Hillary Runyon filed suit against the Wests claiming discrimination based on familial status. Runyon told the FHC she was denied a unit for herself and two children because, according to the owner, the unit was too small for her family. Testing showed the owner’s willingness to rent to a group of three adults.
Tashie Hawkins (mother of two) was denied the opportunity to apply for a two-bedroom apartment at Maplewood Apartments, because according to Hawkins, they have a policy prohibiting a brother and sister from sharing a bedroom.
Single parent Margaret Shannon contacted the FHC to report that she was denied a one-bedroom apartment because she planned to share the unit with her child. A caption on the Camelot Apartment’s application stated a policy of one person or one couple per bedroom.
The Wilcoxes claim they were denied the opportunity to move into a duplex because the existing neighbors did not want to live next door to children.
Carmel Oliver contacted the FHC to report that she was denied a two-bedroom apartment because she had a son and a daughter, and was told that children of the opposite sex couldn’t share a bedroom. The case claimed discrimination based on sex and familial status.
The Worthys, an African American family, accused Briar Cove of discrimination based on race. FHC testing supported their claim.
Cheryl Helm filed suit against the owner of Stimson Apartments claiming discrimination based on familial status. Helm said she was denied an apartment because she has a son.
Natasha Franke filed suit against McKinley Properties for refusing to accommodate her disability. Ms. Franke asked that McKinley remove a set of stairs leading to her first floor unit.
The Codringtons, a Black family, attempted to rent a three-bedroom house for themselves and their three children. The owner told them she didn’t want to rent to a family of five. The owner told a white FHC tester with the same size family, that she could rent the house.
Gretchen Fogel and Carla Daniels, a lesbian couple who have been a family for 15 years, were denied the opportunity to apply jointly for a two-bedroom unit because they were not related by blood or law. A suit was filed claiming discrimination based on sex, marital status and sexual orientation. This case is believed to be the first time that marital status and sex provisions of the Michigan Elliott-Larsen Civil Rights Act were used to uphold the housing rights of a same sex couple.

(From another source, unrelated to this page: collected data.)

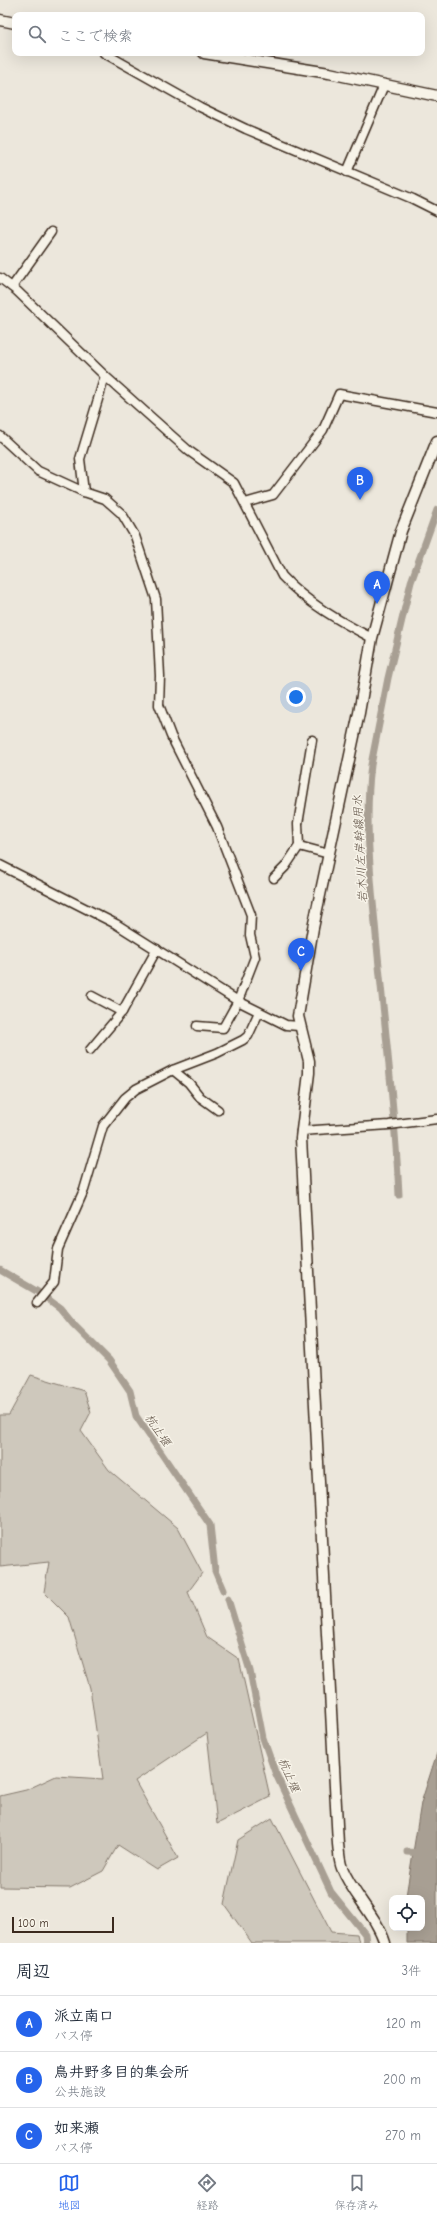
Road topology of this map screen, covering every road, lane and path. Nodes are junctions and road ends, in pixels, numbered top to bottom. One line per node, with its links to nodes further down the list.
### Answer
1 (0, 20): 2 (street)
2 (12, 22)
3 (109, 56): 7 (street)
4 (223, 56): 5 (street)
5 (384, 84): 6 (street); 7 (street)
6 (437, 96)
7 (347, 172): 8 (street)
8 (437, 211)
9 (51, 232): 11 (street)
10 (0, 278): 11 (street)
11 (12, 287): 12 (street)
12 (105, 376): 16 (street); 17 (street)
13 (437, 412): 17 (street)
14 (0, 436): 16 (street)
15 (437, 441): 18 (street)
16 (84, 492): 26 (street)
17 (245, 503): 18 (street)
18 (372, 638): 21 (street)
19 (312, 740): 20 (street)
20 (299, 846): 21 (street); 23 (street)
21 (329, 854): 30 (street)
22 (0, 866): 24 (street)
23 (274, 878)
24 (157, 949): 26 (street); 27 (street)
25 (92, 996): 27 (street)
26 (238, 1001): 28 (street); 29 (street)
27 (122, 1012): 31 (street)
28 (259, 1012): 30 (street); 32 (street)
29 (198, 1026)
30 (299, 1026): 35 (street)
31 (90, 1050)
32 (173, 1070): 33 (street); 36 (street)
33 (218, 1110)
34 (437, 1119): 35 (street)
35 (301, 1131): 37 (street)
36 (37, 1303)
37 (385, 1943)

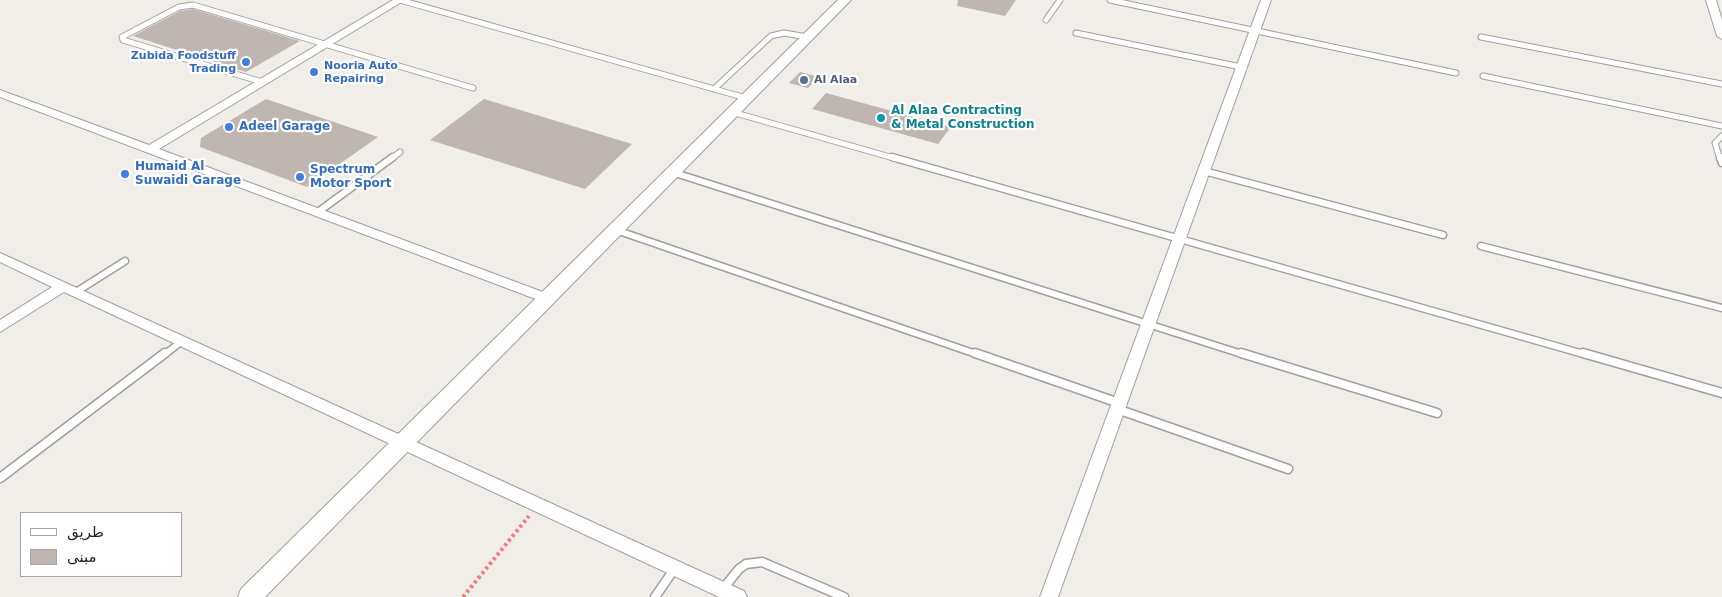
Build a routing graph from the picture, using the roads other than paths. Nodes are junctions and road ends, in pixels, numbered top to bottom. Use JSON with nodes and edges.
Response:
{"nodes":[{"id":1,"x":400,"y":0,"type":"edge"},
{"id":2,"x":844,"y":0,"type":"edge"},
{"id":3,"x":1060,"y":0,"type":"edge"},
{"id":4,"x":1110,"y":0,"type":"edge"},
{"id":5,"x":1266,"y":0,"type":"edge"},
{"id":6,"x":1715,"y":5,"type":"edge"},
{"id":7,"x":1046,"y":20,"type":"dead end"},
{"id":8,"x":1255,"y":30,"type":"junction"},
{"id":9,"x":1076,"y":33,"type":"dead end"},
{"id":10,"x":1481,"y":36,"type":"dead end"},
{"id":11,"x":1722,"y":36,"type":"edge"},
{"id":12,"x":807,"y":37,"type":"junction"},
{"id":13,"x":326,"y":44,"type":"junction"},
{"id":14,"x":1241,"y":67,"type":"junction"},
{"id":15,"x":1456,"y":73,"type":"dead end"},
{"id":16,"x":1483,"y":76,"type":"dead end"},
{"id":17,"x":262,"y":82,"type":"junction"},
{"id":18,"x":1722,"y":84,"type":"edge"},
{"id":19,"x":473,"y":88,"type":"dead end"},
{"id":20,"x":714,"y":89,"type":"junction"},
{"id":21,"x":0,"y":93,"type":"edge"},
{"id":22,"x":746,"y":98,"type":"junction"},
{"id":23,"x":732,"y":112,"type":"junction"},
{"id":24,"x":1722,"y":126,"type":"edge"},
{"id":25,"x":1722,"y":136,"type":"edge"},
{"id":26,"x":150,"y":149,"type":"junction"},
{"id":27,"x":400,"y":152,"type":"dead end"},
{"id":28,"x":1722,"y":163,"type":"edge"},
{"id":29,"x":1204,"y":171,"type":"junction"},
{"id":30,"x":672,"y":172,"type":"junction"},
{"id":31,"x":318,"y":212,"type":"junction"},
{"id":32,"x":615,"y":229,"type":"junction"},
{"id":33,"x":1443,"y":235,"type":"dead end"},
{"id":34,"x":1179,"y":239,"type":"junction"},
{"id":35,"x":1481,"y":246,"type":"dead end"},
{"id":36,"x":0,"y":257,"type":"edge"},
{"id":37,"x":124,"y":261,"type":"dead end"},
{"id":38,"x":70,"y":289,"type":"junction"},
{"id":39,"x":546,"y":298,"type":"junction"},
{"id":40,"x":1722,"y":308,"type":"edge"},
{"id":41,"x":1148,"y":324,"type":"junction"},
{"id":42,"x":0,"y":327,"type":"edge"},
{"id":43,"x":182,"y":341,"type":"junction"},
{"id":44,"x":1722,"y":393,"type":"edge"},
{"id":45,"x":1118,"y":406,"type":"junction"},
{"id":46,"x":1437,"y":414,"type":"dead end"},
{"id":47,"x":403,"y":442,"type":"junction"},
{"id":48,"x":1288,"y":469,"type":"dead end"},
{"id":49,"x":0,"y":478,"type":"edge"},
{"id":50,"x":675,"y":568,"type":"junction"},
{"id":51,"x":722,"y":590,"type":"junction"},
{"id":52,"x":249,"y":597,"type":"edge"},
{"id":53,"x":655,"y":597,"type":"edge"},
{"id":54,"x":738,"y":597,"type":"edge"},
{"id":55,"x":844,"y":597,"type":"edge"},
{"id":56,"x":1049,"y":597,"type":"edge"}],
"edges":[{"from":1,"to":13,"type":"street"},
{"from":1,"to":20,"type":"lane"},
{"from":2,"to":12,"type":"street"},
{"from":3,"to":7,"type":"lane"},
{"from":4,"to":8,"type":"lane"},
{"from":5,"to":8,"type":"street"},
{"from":6,"to":11,"type":"street"},
{"from":8,"to":14,"type":"street"},
{"from":8,"to":15,"type":"lane"},
{"from":9,"to":14,"type":"lane"},
{"from":10,"to":18,"type":"lane"},
{"from":12,"to":20,"type":"lane"},
{"from":12,"to":22,"type":"street"},
{"from":13,"to":17,"type":"street"},
{"from":13,"to":17,"type":"lane"},
{"from":13,"to":19,"type":"lane"},
{"from":14,"to":29,"type":"street"},
{"from":16,"to":24,"type":"lane"},
{"from":17,"to":26,"type":"street"},
{"from":20,"to":22,"type":"lane"},
{"from":21,"to":26,"type":"street"},
{"from":22,"to":23,"type":"street"},
{"from":23,"to":30,"type":"street"},
{"from":23,"to":34,"type":"lane"},
{"from":25,"to":28,"type":"lane"},
{"from":26,"to":31,"type":"street"},
{"from":27,"to":31,"type":"lane"},
{"from":29,"to":33,"type":"lane"},
{"from":29,"to":34,"type":"street"},
{"from":30,"to":32,"type":"street"},
{"from":30,"to":41,"type":"lane"},
{"from":31,"to":39,"type":"street"},
{"from":32,"to":39,"type":"street"},
{"from":32,"to":45,"type":"lane"},
{"from":34,"to":41,"type":"street"},
{"from":34,"to":44,"type":"lane"},
{"from":35,"to":40,"type":"lane"},
{"from":36,"to":38,"type":"street"},
{"from":37,"to":38,"type":"lane"},
{"from":38,"to":42,"type":"street"},
{"from":38,"to":43,"type":"street"},
{"from":39,"to":47,"type":"street"},
{"from":41,"to":45,"type":"street"},
{"from":41,"to":46,"type":"lane"},
{"from":43,"to":47,"type":"street"},
{"from":43,"to":49,"type":"lane"},
{"from":45,"to":48,"type":"lane"},
{"from":45,"to":56,"type":"street"},
{"from":47,"to":50,"type":"street"},
{"from":47,"to":52,"type":"street"},
{"from":50,"to":51,"type":"street"},
{"from":50,"to":53,"type":"lane"},
{"from":51,"to":54,"type":"street"},
{"from":51,"to":55,"type":"lane"}]}
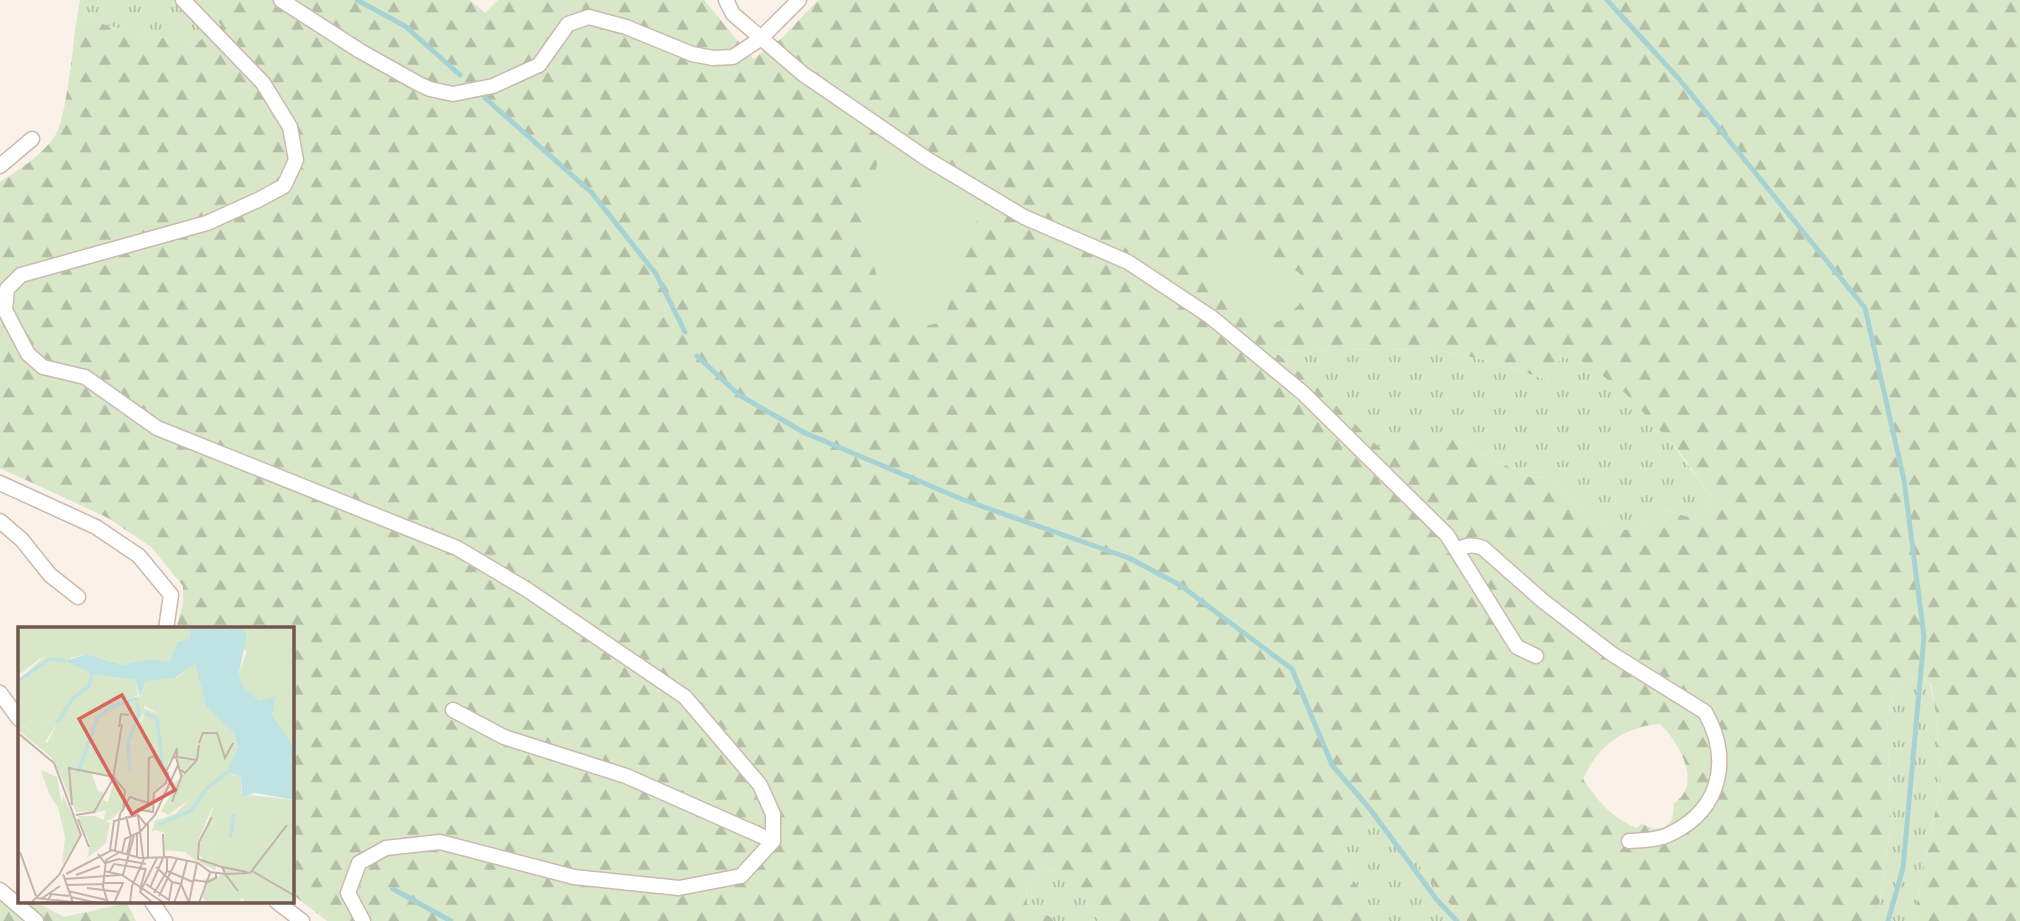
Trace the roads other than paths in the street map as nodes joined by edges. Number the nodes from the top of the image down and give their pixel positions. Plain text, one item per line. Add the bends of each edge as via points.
1 (183, 0) edge
2 (281, 0) edge
3 (726, 0) edge
4 (799, 0) edge
5 (760, 38) junction
6 (32, 139) dead end
7 (0, 166) edge
8 (0, 483) edge
9 (0, 521) edge
10 (1457, 550) junction
11 (78, 597) dead end
12 (166, 627) edge
13 (1536, 656) dead end
14 (0, 693) edge
15 (453, 710) dead end
16 (18, 718) edge
17 (774, 841) junction
18 (1629, 841) dead end
19 (0, 890) edge
20 (153, 904) edge
21 (280, 904) edge
22 (36, 921) edge
23 (165, 921) edge
24 (302, 921) edge
25 (363, 921) edge

1 - 17 street via 263,83 290,127 296,160 284,186 207,223 21,275 7,289 5,310 28,354 43,367 85,377 157,428 457,548 526,589 685,697 760,785 774,814
2 - 5 street via 419,84 453,94 493,86 539,65 568,24 589,17 713,58 733,57
3 - 5 street
4 - 5 street
5 - 10 street via 803,74 927,159 1024,217 1128,262 1211,317 1303,393 1420,507
6 - 7 street
8 - 12 street via 96,527 139,556 171,595
9 - 11 street via 50,575
10 - 13 street via 1517,647
10 - 18 street via 1476,545 1483,548 1612,654 1705,712 1720,749 1721,768 1706,804 1671,834
14 - 16 street
15 - 17 street via 504,737 626,776
17 - 25 street via 741,876 679,888 574,877 440,842 386,848 359,863 348,893
19 - 22 street
20 - 23 street
21 - 24 street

According to the settlement agreement University Townhouses will “treat same sex couples in the same matter as it treats unmarried couples for the purpose of accepting and acting on applications for membership…”, along with paying an undisclosed cash settlement.
Mary Vaughn sued EMU for discrimination based on race and national origin. Vaughn alleged that she was fired from her job as a property manager for refusing to discriminate against Asian students.